Understanding Debt to Income Ratio
The idea of getting turned down for a mortgage is anxiety-producing for many people. Despite having risen significantly in the past few weeks, mortgage rates are still somewhat low, and so increasingly, people are looking to jump into the market before they go much higher.
That leaves them wondering whether or not they’ll be approved.
Only around 8% of mortgage applications were denied in 2020, according to a NerdWallet study. However, there were 58,000 more denials in 2020 than in 2019. Some of that was due to the uptick in applications in 2020.
So what was the number one reason for denials?
The Leading Reason for Mortgage Denials
The most common reason mortgages are denied because of what’s described as an unfavorable debt-to-income ratio or DTI. Data shows that DTI is the reason for 32% of all denials.
That’s not necessary a new phenomenon either.
The debt-to-income ratio is a historical reason for mortgage denials, followed in second place by low credit scores.

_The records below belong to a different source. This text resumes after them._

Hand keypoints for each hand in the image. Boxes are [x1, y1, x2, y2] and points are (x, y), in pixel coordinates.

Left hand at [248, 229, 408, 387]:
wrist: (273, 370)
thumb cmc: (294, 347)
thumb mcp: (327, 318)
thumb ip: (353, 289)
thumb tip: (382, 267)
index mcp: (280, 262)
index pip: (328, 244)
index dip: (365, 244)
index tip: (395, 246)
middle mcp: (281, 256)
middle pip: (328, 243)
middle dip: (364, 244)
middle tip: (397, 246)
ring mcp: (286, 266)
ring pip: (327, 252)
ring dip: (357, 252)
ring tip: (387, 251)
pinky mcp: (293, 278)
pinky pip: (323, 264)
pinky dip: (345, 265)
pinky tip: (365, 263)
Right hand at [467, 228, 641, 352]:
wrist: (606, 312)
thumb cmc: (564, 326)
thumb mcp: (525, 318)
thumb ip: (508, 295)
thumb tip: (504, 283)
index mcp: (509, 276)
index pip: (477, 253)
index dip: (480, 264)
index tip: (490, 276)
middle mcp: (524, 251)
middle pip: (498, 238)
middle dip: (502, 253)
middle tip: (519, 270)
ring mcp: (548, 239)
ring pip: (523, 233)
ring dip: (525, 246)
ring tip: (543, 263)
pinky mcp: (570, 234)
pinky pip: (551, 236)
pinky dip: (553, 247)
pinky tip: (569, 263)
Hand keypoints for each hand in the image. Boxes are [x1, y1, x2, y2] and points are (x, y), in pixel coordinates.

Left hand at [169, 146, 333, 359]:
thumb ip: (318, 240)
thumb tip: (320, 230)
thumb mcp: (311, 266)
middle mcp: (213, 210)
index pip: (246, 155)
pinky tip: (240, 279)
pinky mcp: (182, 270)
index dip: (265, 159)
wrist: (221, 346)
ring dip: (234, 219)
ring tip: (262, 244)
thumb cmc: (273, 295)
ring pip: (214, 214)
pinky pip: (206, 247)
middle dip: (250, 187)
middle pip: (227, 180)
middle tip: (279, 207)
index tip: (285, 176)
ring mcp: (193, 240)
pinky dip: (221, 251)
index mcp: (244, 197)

Low credit scores make up around 26% of mortgage denials.
What is Your DTI?
Your debt-to-income ratio is a calculation of all of your monthly debt payments. Those are added together and include credit card payments, auto, personal and student loans, child support, and your current mortgage. Once those totals are added together, it’s divided by your gross monthly income.
Most lenders want borrowers with a DTI at or below 36%, although there can be some variance.
If you were to earn $7,000 in gross monthly income and your monthly debt is $2,500, this would be a DTI ratio of around 36%.
So why is DTI so relevant to lenders?
Lenders want to see the amount of debt a customer can take on before they start to have trouble paying it.
The DTI is how they set the amount they’re willing to lend based on what you’re reasonably able to afford.
Lenders see the DTI as a very strong risk indicator. If you have too much debt or insufficient income, you’re not an ideal borrower in the eyes of a lender. At least in their perception, you’d be adding another payment to a budget already stretched thin.
What To Do If You’re Denied Because of DTI
If your DTI is higher than 36%, there are things you can do.
First, you need to figure out a way to reduce your monthly debt payments. It’s optimal if you can also increase your income.
As you’re starting to deal with a problematic DTI, begin by first taking on your highest-interest debt. This usually includes things like credit cards. Then, you can move on to any personal loans or car loans.
There are multifaceted benefits of taking steps to improve your DTI. For example, when you’re paying off debt, you’re also potentially raising your credit score and freeing up some of your income.
The other big factor for denial, as mentioned, is a low credit score.
Before you even start thinking about applying for mortgages, check your credit report to know what you’re working with. You need to see your score and know that lenders will assess your history of payments. Lenders tend to like to see scores that are 760 and higher to offer the most competitive interest rates. Of course, DTI and credit score aren’t everything you need to get approved for a mortgage. You also need cash reserves and down payment, and proof of income.